“EXTRA! EXTRA! EXTRA!”
It was raining in London—pouring.
It had been raining for two weeks, more or less, generally
more. When the train from Dover drew in at Charing
Cross, the weather seemed suddenly to have considered
that it had so far been too lenient and must express
itself much more vigorously. So it had gathered
together its resources and poured them forth in a
deluge which surprised even Londoners.
The rain so beat against and streamed
down the windows of the third-class carriage in which
Marco and The Rat sat that they could not see through
them.
They had made their homeward journey
much more rapidly than they had made the one on which
they had been outward bound. It had of course
taken them some time to tramp back to the frontier,
but there had been no reason for stopping anywhere
after they had once reached the railroads. They
had been tired sometimes, but they had slept heavily
on the wooden seats of the railway carriages.
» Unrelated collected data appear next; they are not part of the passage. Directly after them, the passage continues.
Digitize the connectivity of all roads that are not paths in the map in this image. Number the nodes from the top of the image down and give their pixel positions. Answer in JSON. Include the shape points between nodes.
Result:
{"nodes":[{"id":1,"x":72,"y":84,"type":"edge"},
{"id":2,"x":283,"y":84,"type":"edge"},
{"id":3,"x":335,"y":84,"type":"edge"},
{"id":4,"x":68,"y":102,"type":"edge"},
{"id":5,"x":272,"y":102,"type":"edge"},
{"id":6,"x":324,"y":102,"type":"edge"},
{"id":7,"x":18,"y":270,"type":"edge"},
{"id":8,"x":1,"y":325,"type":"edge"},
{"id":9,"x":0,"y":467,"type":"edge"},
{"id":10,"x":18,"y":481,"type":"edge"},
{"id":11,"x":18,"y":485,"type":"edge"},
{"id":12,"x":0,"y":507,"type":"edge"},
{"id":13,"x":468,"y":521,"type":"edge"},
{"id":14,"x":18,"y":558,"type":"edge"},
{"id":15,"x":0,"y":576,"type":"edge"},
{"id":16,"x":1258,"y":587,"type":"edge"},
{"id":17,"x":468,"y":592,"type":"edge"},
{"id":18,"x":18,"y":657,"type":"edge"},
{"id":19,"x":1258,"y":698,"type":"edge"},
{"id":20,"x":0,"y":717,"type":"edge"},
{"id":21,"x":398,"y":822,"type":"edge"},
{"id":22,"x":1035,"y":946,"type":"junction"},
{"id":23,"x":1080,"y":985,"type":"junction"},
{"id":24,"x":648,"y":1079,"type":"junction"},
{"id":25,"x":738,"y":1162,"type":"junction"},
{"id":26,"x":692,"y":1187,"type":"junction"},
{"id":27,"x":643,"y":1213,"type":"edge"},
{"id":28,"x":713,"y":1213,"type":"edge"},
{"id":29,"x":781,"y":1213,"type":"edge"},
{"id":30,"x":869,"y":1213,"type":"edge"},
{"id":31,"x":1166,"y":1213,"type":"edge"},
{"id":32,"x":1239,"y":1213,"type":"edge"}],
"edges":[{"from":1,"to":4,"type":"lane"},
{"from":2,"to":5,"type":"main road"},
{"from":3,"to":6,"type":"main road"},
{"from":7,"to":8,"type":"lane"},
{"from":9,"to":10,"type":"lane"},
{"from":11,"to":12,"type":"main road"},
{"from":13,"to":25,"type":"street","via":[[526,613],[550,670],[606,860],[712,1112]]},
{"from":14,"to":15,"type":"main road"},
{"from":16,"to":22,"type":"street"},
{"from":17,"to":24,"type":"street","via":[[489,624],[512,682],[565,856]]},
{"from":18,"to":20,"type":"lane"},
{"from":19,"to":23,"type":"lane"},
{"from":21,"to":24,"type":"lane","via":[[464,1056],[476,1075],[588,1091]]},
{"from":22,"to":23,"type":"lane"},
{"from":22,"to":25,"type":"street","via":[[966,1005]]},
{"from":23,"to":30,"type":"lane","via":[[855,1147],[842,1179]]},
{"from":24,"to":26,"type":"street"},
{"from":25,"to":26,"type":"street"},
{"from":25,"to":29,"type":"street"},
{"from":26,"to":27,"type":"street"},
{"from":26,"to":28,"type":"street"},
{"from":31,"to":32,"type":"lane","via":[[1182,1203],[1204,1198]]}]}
Their one desire was to get home. No. 7 Philibert
Place rose before them in its noisy dinginess as the
one desirable spot on earth. To Marco it held
his father. And it was Loristan alone that The
Rat saw when he thought of it. Loristan as he
would look when he saw him come into the room with
Marco, and stand up and salute, and say: “I
have brought him back, sir. He has carried out
every single order you gave him—every single
one. So have I.” So he had. He
had been sent as his companion and attendant, and he
had been faithful in every thought. If Marco
would have allowed him, he would have waited upon
him like a servant, and have been proud of the service.
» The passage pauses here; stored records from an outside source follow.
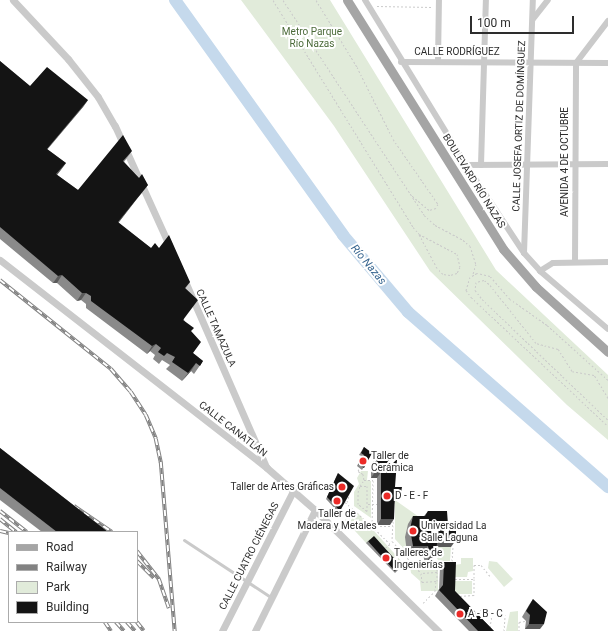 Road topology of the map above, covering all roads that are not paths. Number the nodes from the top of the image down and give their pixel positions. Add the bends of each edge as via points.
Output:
1 (13, 0) edge
2 (347, 0) edge
3 (439, 0) edge
4 (486, 0) edge
5 (533, 0) edge
6 (548, 0) edge
7 (367, 3) edge
8 (533, 19) junction
9 (608, 21) edge
10 (438, 61) junction
11 (401, 62) junction
12 (484, 62) junction
13 (531, 62) junction
14 (576, 63) junction
15 (608, 63) edge
16 (608, 164) edge
17 (466, 165) junction
18 (481, 165) junction
19 (526, 165) junction
20 (574, 165) junction
21 (172, 252) edge
22 (524, 253) junction
23 (0, 260) edge
24 (575, 262) junction
25 (608, 262) edge
26 (540, 270) junction
27 (182, 274) edge
28 (608, 329) edge
29 (608, 352) edge
30 (267, 468) junction
31 (293, 490) junction
32 (315, 510) junction
33 (184, 540) dead end
34 (247, 582) junction
35 (272, 598) junction
36 (222, 631) edge
37 (255, 631) edge
38 (438, 631) edge

1 - 21 street via 68,59 98,97 128,152
2 - 29 main road, BOULEVARD RÍO NAZAS via 503,249 536,287
3 - 10 street
4 - 12 street
5 - 8 street, CALLE JOSEFA ORTIZ DE DOMÍNGUEZ
6 - 8 street
7 - 11 street, BOULEVARD RÍO NAZAS
8 - 13 street, CALLE JOSEFA ORTIZ DE DOMÍNGUEZ
9 - 14 street
10 - 11 street, CALLE RODRÍGUEZ
10 - 12 street, CALLE RODRÍGUEZ
11 - 17 street, BOULEVARD RÍO NAZAS
12 - 13 street, CALLE RODRÍGUEZ
12 - 18 street
13 - 14 street, CALLE RODRÍGUEZ
13 - 19 street, CALLE JOSEFA ORTIZ DE DOMÍNGUEZ
14 - 15 street, CALLE RODRÍGUEZ
14 - 20 street, AVENIDA 4 DE OCTUBRE
16 - 20 street
17 - 18 street
17 - 22 street, BOULEVARD RÍO NAZAS
18 - 19 street
19 - 20 street
19 - 22 street, CALLE JOSEFA ORTIZ DE DOMÍNGUEZ
20 - 24 street, AVENIDA 4 DE OCTUBRE
22 - 26 street, BOULEVARD RÍO NAZAS
23 - 30 street, CALLE CANATLÁN
24 - 25 street
24 - 26 street via 553,263
26 - 28 street, BOULEVARD RÍO NAZAS
27 - 30 street, CALLE TAMAZULA
30 - 31 street, CALLE CANATLÁN
31 - 32 street, CALLE CANATLÁN
31 - 34 street, CALLE CUATRO CIÉNEGAS
32 - 35 street
32 - 38 street, CALLE CANATLÁN
33 - 34 lane
34 - 35 lane
34 - 36 street, CALLE CUATRO CIÉNEGAS
35 - 37 street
But Marco would never let him forget that they were
only two boys and that one was of no more importance
than the other. He had secretly even felt this
attitude to be a sort of grievance. It would have
been more like a game if one of them had been the
mere servitor of the other, and if that other had
blustered a little, and issued commands, and demanded
sacrifices. If the faithful vassal could have
been wounded or cast into a dungeon for his young
commander’s sake, the adventure would have been
more complete. But though their journey had been
full of wonders and rich with beauties, though the
memory of it hung in The Rat’s mind like a background
of tapestry embroidered in all the hues of the earth
with all the splendors of it, there had been no dungeons
and no wounds. After the adventure in Munich
their unimportant boyishness had not even been observed
by such perils as might have threatened them.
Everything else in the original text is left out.